_Exercise prompt_
Could you write the entries out again, exactly as they appear?

Collected data:
────────
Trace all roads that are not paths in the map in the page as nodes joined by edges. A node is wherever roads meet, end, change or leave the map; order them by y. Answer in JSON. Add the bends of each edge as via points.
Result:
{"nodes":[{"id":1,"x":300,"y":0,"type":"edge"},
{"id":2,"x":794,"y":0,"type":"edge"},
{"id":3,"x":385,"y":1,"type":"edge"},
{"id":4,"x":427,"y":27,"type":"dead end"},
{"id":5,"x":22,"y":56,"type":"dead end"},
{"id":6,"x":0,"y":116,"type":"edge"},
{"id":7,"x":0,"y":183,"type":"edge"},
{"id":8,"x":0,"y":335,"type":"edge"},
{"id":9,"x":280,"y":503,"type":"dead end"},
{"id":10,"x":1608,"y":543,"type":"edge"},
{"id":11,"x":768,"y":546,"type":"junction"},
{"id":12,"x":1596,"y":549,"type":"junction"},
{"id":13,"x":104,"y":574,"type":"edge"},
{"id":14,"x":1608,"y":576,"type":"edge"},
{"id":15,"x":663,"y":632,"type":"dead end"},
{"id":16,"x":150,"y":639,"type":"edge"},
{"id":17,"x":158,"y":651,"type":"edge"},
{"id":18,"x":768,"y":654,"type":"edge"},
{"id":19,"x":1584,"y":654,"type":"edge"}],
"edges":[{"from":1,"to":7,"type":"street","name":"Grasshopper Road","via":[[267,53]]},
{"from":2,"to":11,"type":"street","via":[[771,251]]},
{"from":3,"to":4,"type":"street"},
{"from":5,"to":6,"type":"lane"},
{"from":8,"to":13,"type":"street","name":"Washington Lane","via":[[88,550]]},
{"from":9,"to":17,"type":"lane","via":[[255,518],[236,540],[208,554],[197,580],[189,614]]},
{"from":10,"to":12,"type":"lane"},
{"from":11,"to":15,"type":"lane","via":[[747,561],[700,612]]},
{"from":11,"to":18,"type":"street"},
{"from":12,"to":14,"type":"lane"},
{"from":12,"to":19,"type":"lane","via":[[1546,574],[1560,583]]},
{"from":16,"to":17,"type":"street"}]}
────────
_Finished exercise_
Trace all roads that are not paths in the map in the page as nodes joined by edges. A node is wherever roads meet, end, change or leave the map; order them by y. Answer in JSON. Add the bends of each edge as via points.
Result:
{"nodes":[{"id":1,"x":300,"y":0,"type":"edge"},
{"id":2,"x":794,"y":0,"type":"edge"},
{"id":3,"x":385,"y":1,"type":"edge"},
{"id":4,"x":427,"y":27,"type":"dead end"},
{"id":5,"x":22,"y":56,"type":"dead end"},
{"id":6,"x":0,"y":116,"type":"edge"},
{"id":7,"x":0,"y":183,"type":"edge"},
{"id":8,"x":0,"y":335,"type":"edge"},
{"id":9,"x":280,"y":503,"type":"dead end"},
{"id":10,"x":1608,"y":543,"type":"edge"},
{"id":11,"x":768,"y":546,"type":"junction"},
{"id":12,"x":1596,"y":549,"type":"junction"},
{"id":13,"x":104,"y":574,"type":"edge"},
{"id":14,"x":1608,"y":576,"type":"edge"},
{"id":15,"x":663,"y":632,"type":"dead end"},
{"id":16,"x":150,"y":639,"type":"edge"},
{"id":17,"x":158,"y":651,"type":"edge"},
{"id":18,"x":768,"y":654,"type":"edge"},
{"id":19,"x":1584,"y":654,"type":"edge"}],
"edges":[{"from":1,"to":7,"type":"street","name":"Grasshopper Road","via":[[267,53]]},
{"from":2,"to":11,"type":"street","via":[[771,251]]},
{"from":3,"to":4,"type":"street"},
{"from":5,"to":6,"type":"lane"},
{"from":8,"to":13,"type":"street","name":"Washington Lane","via":[[88,550]]},
{"from":9,"to":17,"type":"lane","via":[[255,518],[236,540],[208,554],[197,580],[189,614]]},
{"from":10,"to":12,"type":"lane"},
{"from":11,"to":15,"type":"lane","via":[[747,561],[700,612]]},
{"from":11,"to":18,"type":"street"},
{"from":12,"to":14,"type":"lane"},
{"from":12,"to":19,"type":"lane","via":[[1546,574],[1560,583]]},
{"from":16,"to":17,"type":"street"}]}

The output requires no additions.